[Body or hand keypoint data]
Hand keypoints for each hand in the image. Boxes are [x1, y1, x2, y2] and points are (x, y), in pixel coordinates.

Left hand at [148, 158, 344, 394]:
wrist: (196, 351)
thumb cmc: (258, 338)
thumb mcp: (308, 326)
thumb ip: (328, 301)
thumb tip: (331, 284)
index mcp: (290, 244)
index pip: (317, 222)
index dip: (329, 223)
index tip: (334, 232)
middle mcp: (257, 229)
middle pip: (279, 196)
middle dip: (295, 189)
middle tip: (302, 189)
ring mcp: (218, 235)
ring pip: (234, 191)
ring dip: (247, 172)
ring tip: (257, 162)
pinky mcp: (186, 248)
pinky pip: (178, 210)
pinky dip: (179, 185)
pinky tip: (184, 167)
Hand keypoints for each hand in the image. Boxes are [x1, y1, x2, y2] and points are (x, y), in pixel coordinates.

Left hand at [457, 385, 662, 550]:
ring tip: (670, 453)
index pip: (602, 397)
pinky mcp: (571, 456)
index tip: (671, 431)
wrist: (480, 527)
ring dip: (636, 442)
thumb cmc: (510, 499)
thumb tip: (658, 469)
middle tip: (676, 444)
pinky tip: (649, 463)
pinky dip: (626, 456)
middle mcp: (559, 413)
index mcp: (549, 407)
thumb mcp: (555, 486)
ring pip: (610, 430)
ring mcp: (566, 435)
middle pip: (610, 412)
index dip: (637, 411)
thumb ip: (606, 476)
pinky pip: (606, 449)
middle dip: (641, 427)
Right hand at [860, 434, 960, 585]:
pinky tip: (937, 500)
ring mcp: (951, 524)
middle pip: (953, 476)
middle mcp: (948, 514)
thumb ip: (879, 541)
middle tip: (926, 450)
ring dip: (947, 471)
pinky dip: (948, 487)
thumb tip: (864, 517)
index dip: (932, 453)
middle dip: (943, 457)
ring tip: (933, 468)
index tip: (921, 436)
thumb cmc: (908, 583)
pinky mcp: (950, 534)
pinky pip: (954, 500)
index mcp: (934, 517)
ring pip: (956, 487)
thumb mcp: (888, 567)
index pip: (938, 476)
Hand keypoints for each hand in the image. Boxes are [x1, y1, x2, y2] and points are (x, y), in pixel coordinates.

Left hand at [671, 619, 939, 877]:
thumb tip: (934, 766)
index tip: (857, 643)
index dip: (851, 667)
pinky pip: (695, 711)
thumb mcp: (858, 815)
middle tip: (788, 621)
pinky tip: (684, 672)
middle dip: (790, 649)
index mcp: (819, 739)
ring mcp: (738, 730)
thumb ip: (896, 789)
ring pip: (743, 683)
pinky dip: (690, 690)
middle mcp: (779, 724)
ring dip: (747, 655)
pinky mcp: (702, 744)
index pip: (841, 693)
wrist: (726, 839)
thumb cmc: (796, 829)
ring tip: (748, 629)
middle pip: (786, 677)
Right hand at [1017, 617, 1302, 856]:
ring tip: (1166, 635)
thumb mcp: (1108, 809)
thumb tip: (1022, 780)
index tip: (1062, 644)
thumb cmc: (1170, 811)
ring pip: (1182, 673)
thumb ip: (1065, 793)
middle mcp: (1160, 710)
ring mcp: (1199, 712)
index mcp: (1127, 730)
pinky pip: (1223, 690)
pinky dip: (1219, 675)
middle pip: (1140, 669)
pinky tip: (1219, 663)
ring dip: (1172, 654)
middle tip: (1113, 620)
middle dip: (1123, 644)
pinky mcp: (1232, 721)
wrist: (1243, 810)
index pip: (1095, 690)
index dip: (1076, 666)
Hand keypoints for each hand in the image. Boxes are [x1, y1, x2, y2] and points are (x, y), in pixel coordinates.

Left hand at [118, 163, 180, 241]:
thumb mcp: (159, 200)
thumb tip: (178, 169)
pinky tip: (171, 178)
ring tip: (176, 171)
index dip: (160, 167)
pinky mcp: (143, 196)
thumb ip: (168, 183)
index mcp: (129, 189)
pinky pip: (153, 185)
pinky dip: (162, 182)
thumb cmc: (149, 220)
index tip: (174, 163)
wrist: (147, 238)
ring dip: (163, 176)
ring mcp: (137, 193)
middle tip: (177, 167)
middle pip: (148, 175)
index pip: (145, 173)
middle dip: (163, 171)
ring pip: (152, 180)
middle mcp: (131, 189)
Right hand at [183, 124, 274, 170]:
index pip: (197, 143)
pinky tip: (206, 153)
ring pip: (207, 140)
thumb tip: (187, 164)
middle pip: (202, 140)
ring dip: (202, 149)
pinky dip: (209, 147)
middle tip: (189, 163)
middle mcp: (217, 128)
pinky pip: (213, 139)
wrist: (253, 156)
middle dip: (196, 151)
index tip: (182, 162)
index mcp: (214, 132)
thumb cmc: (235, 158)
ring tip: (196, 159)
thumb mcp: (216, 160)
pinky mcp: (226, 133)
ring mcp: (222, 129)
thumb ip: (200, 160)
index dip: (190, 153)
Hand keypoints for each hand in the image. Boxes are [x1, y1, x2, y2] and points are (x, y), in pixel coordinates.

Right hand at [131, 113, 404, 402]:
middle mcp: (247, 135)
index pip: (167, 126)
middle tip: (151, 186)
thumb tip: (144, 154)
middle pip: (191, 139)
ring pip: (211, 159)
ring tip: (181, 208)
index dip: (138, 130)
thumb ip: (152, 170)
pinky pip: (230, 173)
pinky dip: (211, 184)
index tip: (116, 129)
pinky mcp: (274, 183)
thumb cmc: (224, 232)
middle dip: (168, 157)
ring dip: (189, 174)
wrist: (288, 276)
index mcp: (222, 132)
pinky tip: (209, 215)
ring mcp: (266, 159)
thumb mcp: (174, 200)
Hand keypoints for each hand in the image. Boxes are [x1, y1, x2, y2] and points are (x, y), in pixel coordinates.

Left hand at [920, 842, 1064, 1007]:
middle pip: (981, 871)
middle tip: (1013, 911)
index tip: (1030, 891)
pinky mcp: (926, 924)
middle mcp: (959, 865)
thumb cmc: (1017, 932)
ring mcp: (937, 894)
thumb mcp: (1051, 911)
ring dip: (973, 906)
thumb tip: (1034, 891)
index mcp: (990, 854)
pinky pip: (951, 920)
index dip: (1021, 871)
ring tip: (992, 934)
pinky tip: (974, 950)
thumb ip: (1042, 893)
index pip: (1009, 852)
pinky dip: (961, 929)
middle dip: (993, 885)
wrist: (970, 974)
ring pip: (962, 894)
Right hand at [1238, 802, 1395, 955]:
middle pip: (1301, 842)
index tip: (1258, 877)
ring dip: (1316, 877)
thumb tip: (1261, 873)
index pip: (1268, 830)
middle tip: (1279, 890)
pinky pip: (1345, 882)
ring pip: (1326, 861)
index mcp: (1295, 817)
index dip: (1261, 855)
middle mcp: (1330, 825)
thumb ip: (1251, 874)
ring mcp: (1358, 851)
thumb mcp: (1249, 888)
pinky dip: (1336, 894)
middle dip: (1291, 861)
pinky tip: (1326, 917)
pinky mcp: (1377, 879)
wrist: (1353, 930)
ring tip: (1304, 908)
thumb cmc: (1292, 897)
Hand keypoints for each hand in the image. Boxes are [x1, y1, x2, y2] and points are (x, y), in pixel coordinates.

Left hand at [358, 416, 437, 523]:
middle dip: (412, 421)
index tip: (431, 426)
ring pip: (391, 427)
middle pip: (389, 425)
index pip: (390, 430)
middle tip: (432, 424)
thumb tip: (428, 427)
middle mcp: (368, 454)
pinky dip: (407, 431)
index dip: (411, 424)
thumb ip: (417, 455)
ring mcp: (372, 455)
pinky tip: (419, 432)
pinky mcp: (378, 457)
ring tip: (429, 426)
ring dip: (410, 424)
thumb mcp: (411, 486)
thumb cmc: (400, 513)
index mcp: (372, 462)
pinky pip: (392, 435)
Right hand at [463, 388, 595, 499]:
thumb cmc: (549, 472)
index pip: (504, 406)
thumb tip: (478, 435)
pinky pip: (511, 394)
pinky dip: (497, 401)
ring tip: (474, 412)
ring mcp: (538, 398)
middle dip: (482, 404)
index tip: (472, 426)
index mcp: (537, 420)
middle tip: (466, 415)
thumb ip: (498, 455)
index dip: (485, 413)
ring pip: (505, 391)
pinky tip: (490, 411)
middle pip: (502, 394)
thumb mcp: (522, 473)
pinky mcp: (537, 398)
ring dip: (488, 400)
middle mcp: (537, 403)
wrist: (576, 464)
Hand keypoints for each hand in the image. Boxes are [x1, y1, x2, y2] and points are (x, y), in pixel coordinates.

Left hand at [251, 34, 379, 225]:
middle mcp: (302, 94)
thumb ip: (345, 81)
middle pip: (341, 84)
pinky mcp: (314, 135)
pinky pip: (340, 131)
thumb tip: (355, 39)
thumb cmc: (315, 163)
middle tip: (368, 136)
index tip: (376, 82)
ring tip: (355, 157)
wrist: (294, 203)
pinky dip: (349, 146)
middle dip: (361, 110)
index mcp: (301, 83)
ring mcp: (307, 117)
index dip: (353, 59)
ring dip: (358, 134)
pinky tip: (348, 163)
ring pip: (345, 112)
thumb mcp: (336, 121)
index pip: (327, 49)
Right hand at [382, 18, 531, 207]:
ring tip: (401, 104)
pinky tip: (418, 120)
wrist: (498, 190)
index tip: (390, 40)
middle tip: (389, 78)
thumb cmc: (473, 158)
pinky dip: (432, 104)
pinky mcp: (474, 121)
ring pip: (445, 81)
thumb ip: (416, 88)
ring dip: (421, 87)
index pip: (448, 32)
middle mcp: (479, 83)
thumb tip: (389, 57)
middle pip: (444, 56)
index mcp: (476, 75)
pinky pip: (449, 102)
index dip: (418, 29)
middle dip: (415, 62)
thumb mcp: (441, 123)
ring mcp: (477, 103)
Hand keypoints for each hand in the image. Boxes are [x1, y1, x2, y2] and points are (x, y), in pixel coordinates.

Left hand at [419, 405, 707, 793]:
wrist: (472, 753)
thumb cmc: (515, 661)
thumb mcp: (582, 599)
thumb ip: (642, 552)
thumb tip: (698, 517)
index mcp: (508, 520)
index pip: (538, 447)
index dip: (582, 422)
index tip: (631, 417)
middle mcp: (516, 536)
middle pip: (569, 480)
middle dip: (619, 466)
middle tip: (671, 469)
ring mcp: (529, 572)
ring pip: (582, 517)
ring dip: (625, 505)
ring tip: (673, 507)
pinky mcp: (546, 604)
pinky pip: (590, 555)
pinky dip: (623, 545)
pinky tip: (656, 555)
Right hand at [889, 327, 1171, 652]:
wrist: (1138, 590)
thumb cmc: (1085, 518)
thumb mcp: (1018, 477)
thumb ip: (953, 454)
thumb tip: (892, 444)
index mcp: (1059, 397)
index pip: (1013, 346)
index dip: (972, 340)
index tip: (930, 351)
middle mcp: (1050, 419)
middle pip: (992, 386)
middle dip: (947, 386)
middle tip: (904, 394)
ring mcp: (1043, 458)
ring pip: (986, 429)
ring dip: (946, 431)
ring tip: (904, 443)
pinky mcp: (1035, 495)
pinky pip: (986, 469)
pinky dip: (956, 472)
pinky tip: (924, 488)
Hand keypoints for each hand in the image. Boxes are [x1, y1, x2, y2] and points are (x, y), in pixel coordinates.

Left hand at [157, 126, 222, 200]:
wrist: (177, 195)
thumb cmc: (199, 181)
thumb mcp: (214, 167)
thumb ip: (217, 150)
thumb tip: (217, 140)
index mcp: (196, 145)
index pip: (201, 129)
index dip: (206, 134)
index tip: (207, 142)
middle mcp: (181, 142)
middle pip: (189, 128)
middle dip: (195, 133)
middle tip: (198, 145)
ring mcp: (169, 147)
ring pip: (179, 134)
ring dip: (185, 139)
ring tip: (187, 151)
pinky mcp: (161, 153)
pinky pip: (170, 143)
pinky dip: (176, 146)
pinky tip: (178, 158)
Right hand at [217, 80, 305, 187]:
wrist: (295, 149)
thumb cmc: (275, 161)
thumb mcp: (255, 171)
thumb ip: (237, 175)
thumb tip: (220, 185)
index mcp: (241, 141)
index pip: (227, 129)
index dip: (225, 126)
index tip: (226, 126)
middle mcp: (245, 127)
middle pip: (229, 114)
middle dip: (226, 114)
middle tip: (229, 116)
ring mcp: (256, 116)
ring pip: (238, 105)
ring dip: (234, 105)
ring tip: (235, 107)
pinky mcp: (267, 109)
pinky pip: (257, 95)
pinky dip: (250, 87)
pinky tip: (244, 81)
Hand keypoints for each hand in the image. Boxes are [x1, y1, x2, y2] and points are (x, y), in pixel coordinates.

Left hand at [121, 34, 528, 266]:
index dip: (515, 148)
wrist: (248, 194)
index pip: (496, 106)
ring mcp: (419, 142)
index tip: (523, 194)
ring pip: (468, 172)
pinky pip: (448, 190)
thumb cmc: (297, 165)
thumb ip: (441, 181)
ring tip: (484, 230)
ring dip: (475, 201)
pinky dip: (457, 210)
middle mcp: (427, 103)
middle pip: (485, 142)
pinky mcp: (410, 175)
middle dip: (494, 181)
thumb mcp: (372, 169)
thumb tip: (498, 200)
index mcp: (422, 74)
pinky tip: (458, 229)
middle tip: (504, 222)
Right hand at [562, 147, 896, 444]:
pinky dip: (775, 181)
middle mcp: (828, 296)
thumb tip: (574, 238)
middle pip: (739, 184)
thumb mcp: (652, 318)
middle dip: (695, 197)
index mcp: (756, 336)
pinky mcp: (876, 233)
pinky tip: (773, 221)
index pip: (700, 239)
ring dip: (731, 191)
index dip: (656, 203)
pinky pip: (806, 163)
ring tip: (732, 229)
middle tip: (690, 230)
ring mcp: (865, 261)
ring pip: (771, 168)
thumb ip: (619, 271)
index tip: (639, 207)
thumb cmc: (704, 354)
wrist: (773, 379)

* PROBLEM TO SOLVE *
All that the answer may hold is the lines from the one with "index pip: (700, 239)" through the end of the data, set down exactly as they appear.

* WRITTEN SOLUTION *
index pip: (700, 239)
ring dip: (731, 191)
index dip: (656, 203)
pinky pip: (806, 163)
ring tip: (732, 229)
middle tip: (690, 230)
ring mcp: (865, 261)
ring pip: (771, 168)
thumb ip: (619, 271)
index tip: (639, 207)
thumb cmc: (704, 354)
wrist: (773, 379)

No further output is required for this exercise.